Tag: Residence Requirement

  • Dobra v. Commissioner, 114 T.C. 345 (2000): Definition of ‘Home’ for Foster Care Payment Exclusion

    Dobra v. Commissioner, 114 T. C. 345 (2000)

    For a structure to qualify as the foster care provider’s ‘home’ under section 131, the provider must reside in that structure.

    Summary

    In Dobra v. Commissioner, the Tax Court addressed whether payments received by the Dobras for adult foster care in non-residential properties were excludable from income under section 131. The court ruled that only payments for care provided in the Dobras’ personal residence were excludable, as ‘home’ under the statute requires the foster care provider to live there. The decision hinged on the plain meaning of ‘home’, supported by dictionary definitions and prior case law. This ruling limits the exclusion to care provided in the provider’s actual residence, impacting how foster care providers can structure their operations and claim tax exclusions.

    Facts

    Pavel and Ana Dobra owned four residential properties in Portland, Oregon, where they provided adult foster care. The Morris Street property was their personal residence. During 1992 and 1993, the Dobras received payments from the State of Oregon for care provided at all four properties. The Dobras claimed these payments were excludable from income under section 131. The Commissioner of Internal Revenue challenged the exclusion for payments related to the three properties where the Dobras did not reside.

    Procedural History

    The Commissioner issued a notice of deficiency for the tax years 1992 and 1993, asserting that the payments for the non-residential properties were not excludable. The Dobras petitioned the U. S. Tax Court for a redetermination of the deficiency. The case was submitted on stipulated facts, and the court issued its opinion, holding for the Commissioner regarding the non-residential properties.

    Issue(s)

    1. Whether a house that is not the foster care provider’s residence may constitute ‘the foster care provider’s home’ for purposes of section 131(b)(1)(B).

    Holding

    1. No, because the plain meaning of ‘home’ requires the foster care provider to reside in the house for it to qualify as ‘the foster care provider’s home’ under section 131(b)(1)(B).

    Court’s Reasoning

    The court relied on the ordinary, everyday meaning of ‘home’, which requires the foster care provider to live in the structure. The court cited dictionary definitions and prior Tax Court decisions on the head-of-household provisions to support this interpretation. The court rejected the Commissioner’s argument based on a specialized definition of ‘foster family home’, as there was no evidence to support it. The court also noted that the legislative history of section 131 did not provide clear guidance on the meaning of ‘home’. The court concluded that allowing the exclusion for non-residential properties would enable providers to operate an unlimited number of ‘homes’, which was inconsistent with the statute’s intent.
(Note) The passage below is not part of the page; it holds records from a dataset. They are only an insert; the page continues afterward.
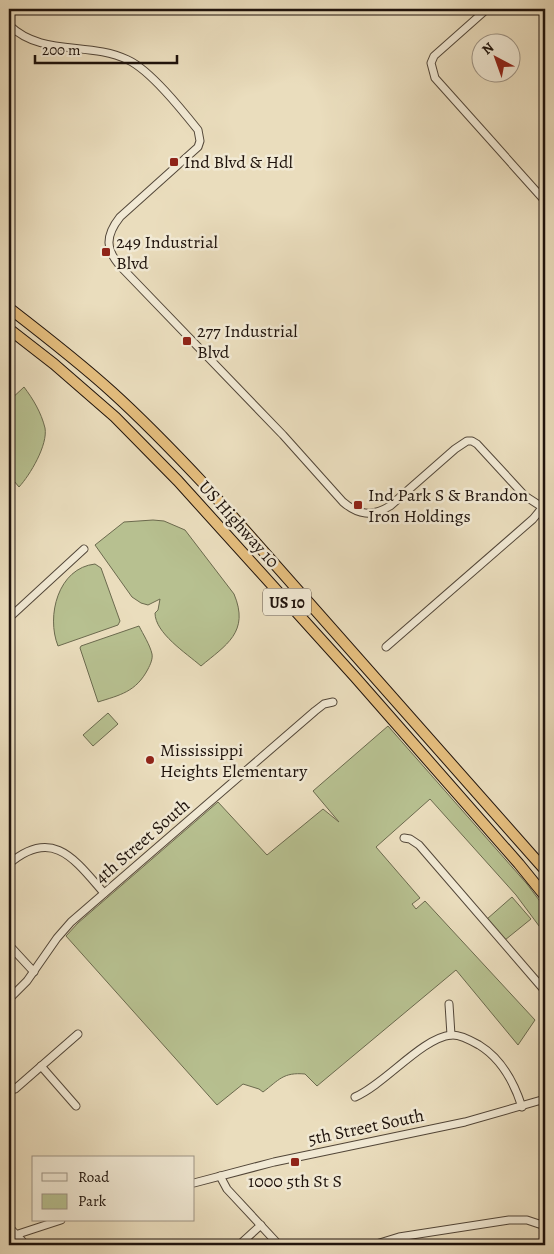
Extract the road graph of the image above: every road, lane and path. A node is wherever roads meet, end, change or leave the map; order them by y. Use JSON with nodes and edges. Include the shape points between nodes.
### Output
{"nodes":[{"id":1,"x":487,"y":9,"type":"edge"},
{"id":2,"x":9,"y":24,"type":"edge"},
{"id":3,"x":545,"y":201,"type":"edge"},
{"id":4,"x":9,"y":308,"type":"edge"},
{"id":5,"x":9,"y":329,"type":"edge"},
{"id":6,"x":544,"y":508,"type":"edge"},
{"id":7,"x":84,"y":549,"type":"dead end"},
{"id":8,"x":9,"y":618,"type":"edge"},
{"id":9,"x":386,"y":647,"type":"dead end"},
{"id":10,"x":333,"y":702,"type":"dead end"},
{"id":11,"x":404,"y":838,"type":"dead end"},
{"id":12,"x":9,"y":864,"type":"edge"},
{"id":13,"x":545,"y":870,"type":"edge"},
{"id":14,"x":104,"y":893,"type":"junction"},
{"id":15,"x":545,"y":896,"type":"edge"},
{"id":16,"x":9,"y":945,"type":"edge"},
{"id":17,"x":34,"y":972,"type":"junction"},
{"id":18,"x":545,"y":991,"type":"edge"},
{"id":19,"x":9,"y":999,"type":"edge"},
{"id":20,"x":449,"y":1004,"type":"dead end"},
{"id":21,"x":78,"y":1034,"type":"dead end"},
{"id":22,"x":451,"y":1034,"type":"junction"},
{"id":23,"x":41,"y":1066,"type":"junction"},
{"id":24,"x":9,"y":1091,"type":"edge"},
{"id":25,"x":355,"y":1097,"type":"dead end"},
{"id":26,"x":545,"y":1100,"type":"edge"},
{"id":27,"x":76,"y":1106,"type":"dead end"},
{"id":28,"x":522,"y":1106,"type":"junction"},
{"id":29,"x":220,"y":1176,"type":"junction"},
{"id":30,"x":195,"y":1184,"type":"edge"},
{"id":31,"x":56,"y":1222,"type":"edge"},
{"id":32,"x":261,"y":1225,"type":"junction"},
{"id":33,"x":545,"y":1226,"type":"edge"},
{"id":34,"x":9,"y":1227,"type":"edge"},
{"id":35,"x":12,"y":1236,"type":"edge"},
{"id":36,"x":26,"y":1245,"type":"edge"},
{"id":37,"x":238,"y":1245,"type":"edge"},
{"id":38,"x":279,"y":1245,"type":"edge"},
{"id":39,"x":373,"y":1245,"type":"edge"}],
"edges":[{"from":1,"to":3,"type":"street","via":[[434,56],[431,63],[434,78]]},
{"from":2,"to":6,"type":"street","via":[[34,42],[128,60],[142,68],[198,130],[198,147],[114,225],[110,234],[111,253],[343,502],[365,514],[383,510],[455,449],[472,441],[525,496]]},
{"from":4,"to":13,"type":"highway","name":"US Highway 10","number":"US 10","via":[[126,405],[197,477]]},
{"from":5,"to":15,"type":"highway","name":"US Highway 10","number":"US 10","via":[[89,394],[161,462],[355,677]]},
{"from":6,"to":9,"type":"street"},
{"from":7,"to":8,"type":"street"},
{"from":10,"to":14,"type":"street","name":"4th Street South","via":[[315,711]]},
{"from":11,"to":18,"type":"street","via":[[419,845]]},
{"from":12,"to":14,"type":"street","via":[[23,853],[38,848],[57,849],[68,854]]},
{"from":14,"to":17,"type":"street","name":"4th Street South","via":[[64,930]]},
{"from":16,"to":17,"type":"street"},
{"from":17,"to":19,"type":"street","name":"4th Street South"},
{"from":20,"to":22,"type":"street"},
{"from":21,"to":23,"type":"street"},
{"from":22,"to":25,"type":"street","via":[[422,1048],[374,1087]]},
{"from":22,"to":28,"type":"street","via":[[474,1042],[493,1055],[510,1077]]},
{"from":23,"to":24,"type":"street"},
{"from":23,"to":27,"type":"street"},
{"from":26,"to":28,"type":"street","name":"5th Street South"},
{"from":28,"to":29,"type":"street","name":"5th Street South","via":[[465,1122]]},
{"from":29,"to":30,"type":"street","name":"5th Street South"},
{"from":29,"to":32,"type":"street","via":[[227,1189]]},
{"from":31,"to":35,"type":"street"},
{"from":32,"to":37,"type":"street"},
{"from":32,"to":38,"type":"street"},
{"from":33,"to":39,"type":"street","via":[[527,1220],[509,1220],[399,1237]]},
{"from":34,"to":35,"type":"street"},
{"from":35,"to":36,"type":"street"}]}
    Practical Implications

    This decision clarifies that foster care providers can only exclude payments under section 131 for care provided in their actual residence. Providers must carefully structure their operations to ensure compliance, as operating multiple non-residential care facilities will not qualify for the exclusion. This ruling may impact how providers organize their businesses, potentially limiting the scale of operations that can benefit from the tax exclusion. Subsequent cases and IRS guidance will need to address the boundaries of what constitutes a ‘home’ in different care scenarios.